Reattendance at hospital for asthma in two Australian states, 2000?2003 Academic Article uri icon

abstract

  • OBJECTIVE AND BACKGROUND: Reattendance rates at hospitals and emergency departments (ED) can provide a valuable marker of the quality and effectiveness of clinical care. Linked hospital and ED data from New South Wales and Victoria, Australia, were used to examine reattendances for asthma. METHODS: Hospital and ED data were linked to identify individuals who reattended hospital or ED for asthma within 28 days of an initial attendance. The sociodemographic characteristics that predicted reattendance were examined using logistic regression. RESULTS: There were 139,043 attendances for asthma between July 2000 and June 2003 attributed to 95,042 people. Overall, 7.1% of people reattended for asthma within 28 days. There was a significantly higher risk of reattendance among females (odds ratio (OR) 1.09, 95% confidence interval (CI) 1.03-1.14), people who lived in areas of greater socioeconomic disadvantage (OR 1.20, 95% CI 1.12-1.29) and Indigenous people (OR 1.15, 95% CI 1.00-1.32).

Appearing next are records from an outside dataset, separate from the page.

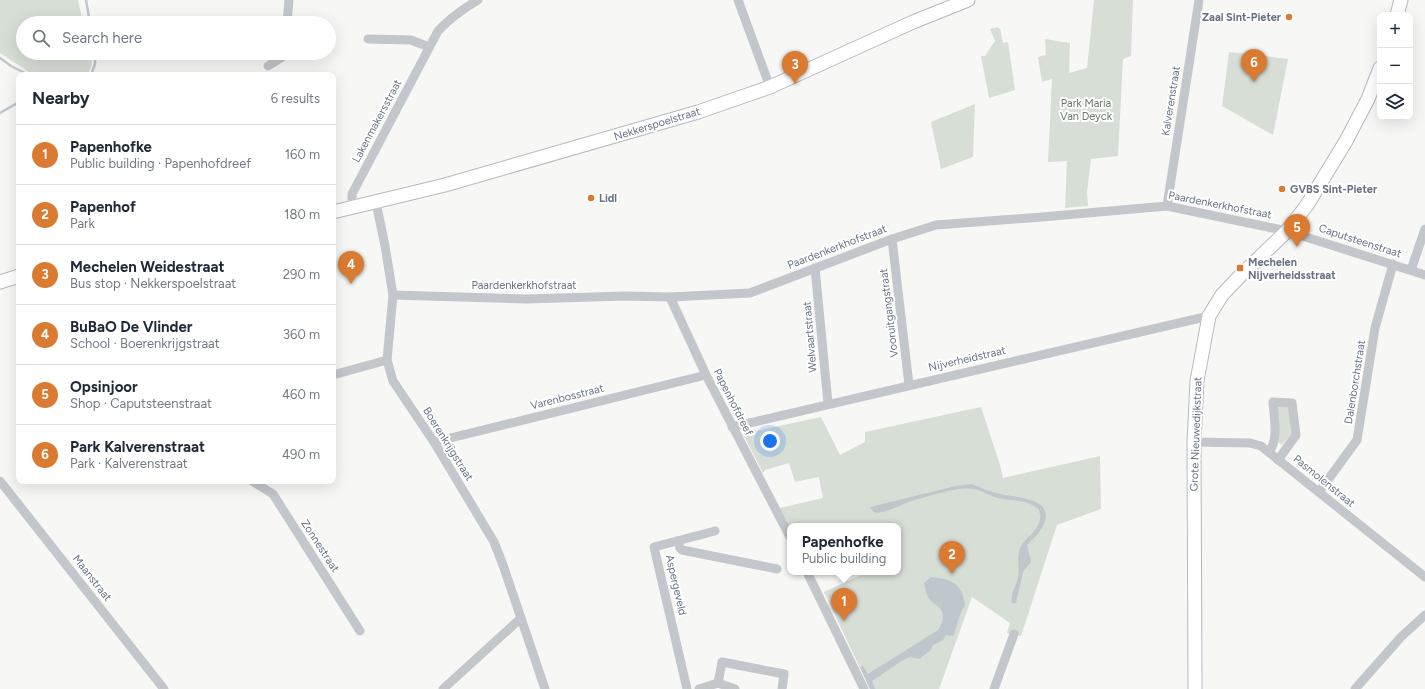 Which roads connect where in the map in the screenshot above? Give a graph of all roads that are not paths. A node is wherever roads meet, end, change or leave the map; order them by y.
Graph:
1 (289, 0) edge
2 (478, 0) edge
3 (738, 0) edge
4 (968, 0) edge
5 (1198, 0) edge
6 (1401, 0) edge
7 (1398, 12) edge
8 (288, 16) edge
9 (368, 39) dead end
10 (429, 48) junction
11 (278, 60) edge
12 (268, 66) dead end
13 (1377, 76) edge
14 (770, 87) junction
15 (376, 202) junction
16 (1167, 206) junction
17 (352, 207) junction
18 (336, 211) edge
19 (1425, 229) edge
20 (1287, 230) junction
21 (892, 239) junction
22 (1393, 264) junction
23 (815, 268) junction
24 (1411, 270) junction
25 (1425, 275) edge
26 (16, 277) edge
27 (0, 282) edge
28 (393, 295) junction
29 (670, 297) junction
30 (1208, 316) junction
31 (387, 360) junction
32 (336, 374) edge
33 (706, 375) junction
34 (909, 385) junction
35 (828, 403) junction
36 (732, 426) junction
37 (434, 442) junction
38 (1194, 442) junction
39 (1269, 452) junction
40 (1278, 460) junction
41 (0, 481) edge
42 (257, 484) edge
43 (1319, 492) junction
44 (715, 531) dead end
45 (787, 531) edge
46 (678, 541) junction
47 (777, 569) dead end
48 (808, 575) edge
49 (1425, 577) edge
50 (1425, 615) edge
51 (521, 618) junction
52 (360, 631) dead end
53 (1014, 634) dead end
54 (718, 683) junction
55 (164, 689) edge
56 (443, 689) edge
57 (545, 689) edge
58 (687, 689) edge
59 (699, 689) edge
60 (735, 689) edge
61 (782, 689) edge
62 (864, 689) edge
63 (994, 689) edge
64 (1195, 689) edge
65 (1355, 689) edge

1 - 8 street
2 - 10 street, Lakenmakersstraat
3 - 14 street
4 - 14 main road, Nekkerspoelstraat
5 - 16 street, Kalverenstraat
6 - 7 main road
9 - 10 street
10 - 17 street, Lakenmakersstraat
11 - 12 street
13 - 20 main road, Grote Nieuwedijkstraat
14 - 15 main road, Nekkerspoelstraat
15 - 17 main road, Nekkerspoelstraat
15 - 28 street, Boerenkrijgstraat
16 - 20 street, Paardenkerkhofstraat
16 - 21 street, Paardenkerkhofstraat
17 - 18 main road, Nekkerspoelstraat
19 - 24 street
20 - 22 street, Caputsteenstraat
20 - 30 main road, Grote Nieuwedijkstraat
21 - 23 street, Paardenkerkhofstraat
21 - 34 street, Vooruitgangstraat
22 - 24 street, Caputsteenstraat
22 - 43 street, Dalenborchstraat
23 - 29 street, Paardenkerkhofstraat
23 - 35 street, Welvaartstraat
24 - 25 street, Caputsteenstraat
26 - 27 main road
28 - 29 street, Paardenkerkhofstraat
28 - 31 street, Boerenkrijgstraat
29 - 33 street, Papenhofdreef
30 - 34 street, Nijverheidstraat
30 - 38 main road, Grote Nieuwedijkstraat
31 - 32 street
31 - 37 street, Boerenkrijgstraat
33 - 36 street, Papenhofdreef
33 - 37 street, Varenbosstraat
34 - 35 street, Nijverheidstraat
35 - 36 street, Nijverheidstraat
36 - 45 street, Papenhofdreef
37 - 51 street, Boerenkrijgstraat
38 - 39 street, Pasmolenstraat
38 - 64 main road, Grote Nieuwedijkstraat
39 - 40 street, Pasmolenstraat
39 - 40 street
40 - 43 street, Pasmolenstraat
41 - 55 street, Maanstraat
42 - 52 street, Zonnestraat
43 - 49 street, Pasmolenstraat
44 - 46 street, Aspergeveld
46 - 47 street
46 - 58 street, Aspergeveld
48 - 62 street
50 - 65 street
51 - 56 street
51 - 57 street, Boerenkrijgstraat
53 - 63 street
54 - 59 street
54 - 60 street
54 - 61 street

Reattendance rates differed among age groups (P < 0.001), with the lowest rate being in 5- to 14-year-olds. CONCLUSION: The availability of linked hospital and ED data has provided a rare opportunity to investigate predictors of reattendance for asthma. Surveillance of trends in reattendances for asthma can be used to monitor the effectiveness of interventions to improve asthma control across the continuum of care, particularly in higher-risk groups such as Indigenous people, young children and those with greater socioeconomic disadvantage.